WHAT IS EXPECTED
Exact copy without images: repeat every entry as written.

-- Opening Marker --

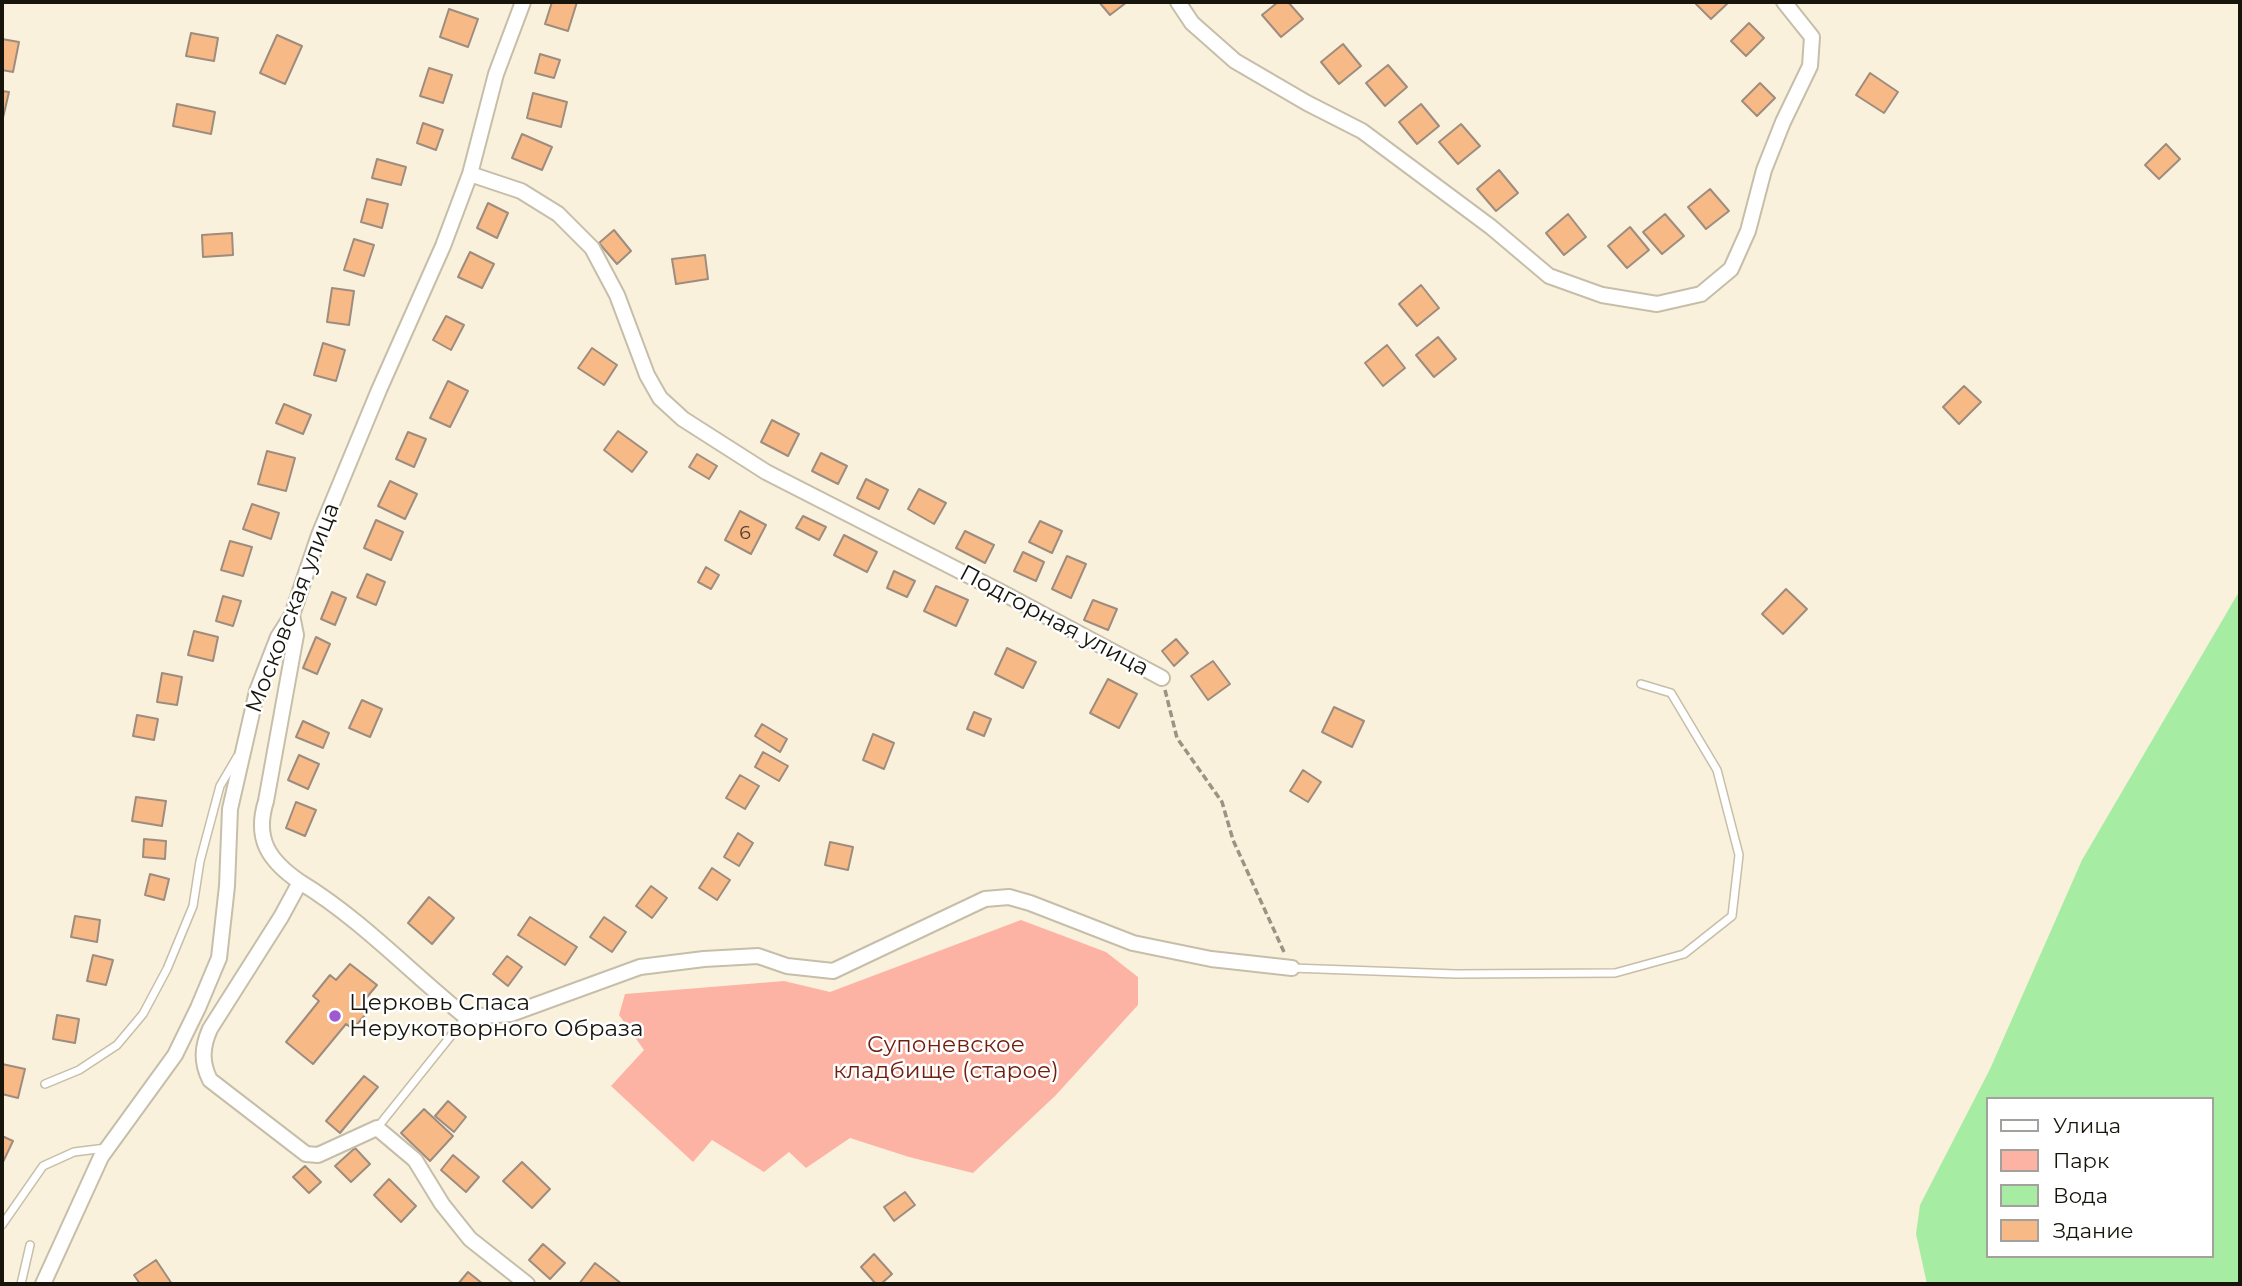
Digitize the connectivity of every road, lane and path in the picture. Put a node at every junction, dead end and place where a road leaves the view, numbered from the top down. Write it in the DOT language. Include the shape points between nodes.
graph roads {
  1 [pos="523,2"];
  2 [pos="1178,2"];
  3 [pos="1784,2"];
  4 [pos="470,174"];
  5 [pos="292,615"];
  6 [pos="1162,678"];
  7 [pos="1641,684"];
  8 [pos="245,743"];
  9 [pos="300,882"];
  10 [pos="1292,968"];
  11 [pos="467,1017"];
  12 [pos="45,1084"];
  13 [pos="377,1128"];
  14 [pos="106,1148"];
  15 [pos="2,1225"];
  16 [pos="30,1245"];
  17 [pos="21,1284"];
  18 [pos="43,1284"];
  19 [pos="527,1284"];
  1 -- 4 [label="street, Московская улица" via="496,74"];
  2 -- 3 [label="street" via="1192,23 1235,61 1362,131 1549,276 1602,295 1657,304 1701,294 1731,269 1748,231 1764,170 1810,66 1812,37"];
  4 -- 5 [label="street, Московская улица" via="319,535"];
  4 -- 6 [label="street, Подгорная улица" via="521,191 558,214 592,248 617,295 647,375 660,398 683,419 766,472"];
  5 -- 8 [label="street, Московская улица" via="278,637 257,691"];
  5 -- 9 [label="street" via="296,635 261,835 270,855"];
  6 -- 10 [label="path, Подгорная улица" via="1177,738 1222,802 1233,840"];
  7 -- 10 [label="lane" via="1671,694 1717,770 1739,855 1732,916 1684,954 1615,973"];
  8 -- 12 [label="lane" via="220,786 193,906 143,1014 117,1045 79,1070"];
  8 -- 14 [label="street, Московская улица" via="230,810 219,958 175,1055"];
  9 -- 11 [label="street" via="328,899"];
  9 -- 13 [label="street" via="210,1029 204,1068 210,1080 306,1154 318,1155"];
  10 -- 11 [label="street" via="1210,959 1133,943 1009,897 985,899 833,971 787,966 758,956 640,967 511,1014"];
  11 -- 13 [label="lane"];
  13 -- 19 [label="street" via="415,1160 470,1239"];
  14 -- 15 [label="lane" via="74,1152 43,1166"];
  14 -- 18 [label="street, Московская улица"];
  16 -- 17 [label="lane"];
}
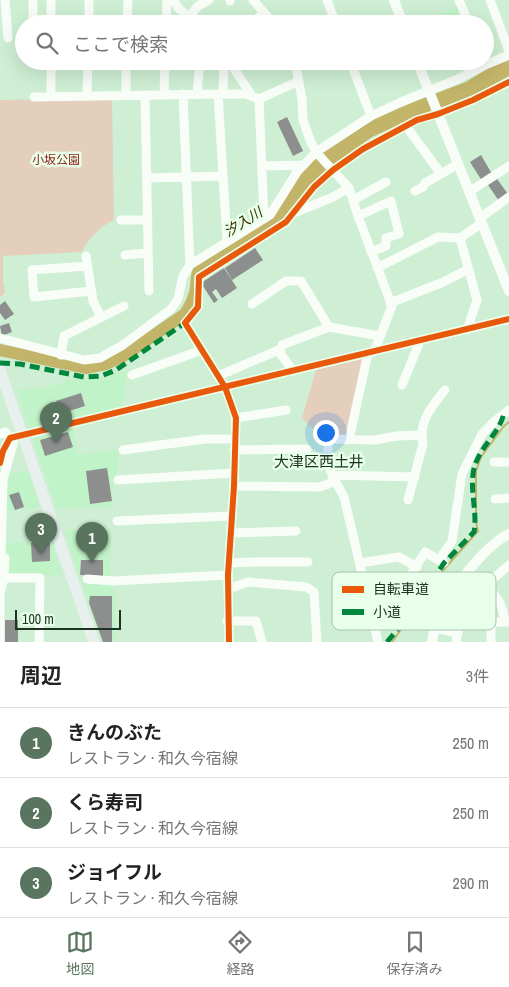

-- Closing Marker --

TASK RESULT
Digitize the connectivity of every road, lane and path in the picture. Put a node at every junction, dead end and place where a road leaves the view, numbered from the top down. Write it in the DOT language. Include the shape points between nodes.
graph roads {
  1 [pos="523,2"];
  2 [pos="1178,2"];
  3 [pos="1784,2"];
  4 [pos="470,174"];
  5 [pos="292,615"];
  6 [pos="1162,678"];
  7 [pos="1641,684"];
  8 [pos="245,743"];
  9 [pos="300,882"];
  10 [pos="1292,968"];
  11 [pos="467,1017"];
  12 [pos="45,1084"];
  13 [pos="377,1128"];
  14 [pos="106,1148"];
  15 [pos="2,1225"];
  16 [pos="30,1245"];
  17 [pos="21,1284"];
  18 [pos="43,1284"];
  19 [pos="527,1284"];
  1 -- 4 [label="street, Московская улица" via="496,74"];
  2 -- 3 [label="street" via="1192,23 1235,61 1362,131 1549,276 1602,295 1657,304 1701,294 1731,269 1748,231 1764,170 1810,66 1812,37"];
  4 -- 5 [label="street, Московская улица" via="319,535"];
  4 -- 6 [label="street, Подгорная улица" via="521,191 558,214 592,248 617,295 647,375 660,398 683,419 766,472"];
  5 -- 8 [label="street, Московская улица" via="278,637 257,691"];
  5 -- 9 [label="street" via="296,635 261,835 270,855"];
  6 -- 10 [label="path, Подгорная улица" via="1177,738 1222,802 1233,840"];
  7 -- 10 [label="lane" via="1671,694 1717,770 1739,855 1732,916 1684,954 1615,973"];
  8 -- 12 [label="lane" via="220,786 193,906 143,1014 117,1045 79,1070"];
  8 -- 14 [label="street, Московская улица" via="230,810 219,958 175,1055"];
  9 -- 11 [label="street" via="328,899"];
  9 -- 13 [label="street" via="210,1029 204,1068 210,1080 306,1154 318,1155"];
  10 -- 11 [label="street" via="1210,959 1133,943 1009,897 985,899 833,971 787,966 758,956 640,967 511,1014"];
  11 -- 13 [label="lane"];
  13 -- 19 [label="street" via="415,1160 470,1239"];
  14 -- 15 [label="lane" via="74,1152 43,1166"];
  14 -- 18 [label="street, Московская улица"];
  16 -- 17 [label="lane"];
}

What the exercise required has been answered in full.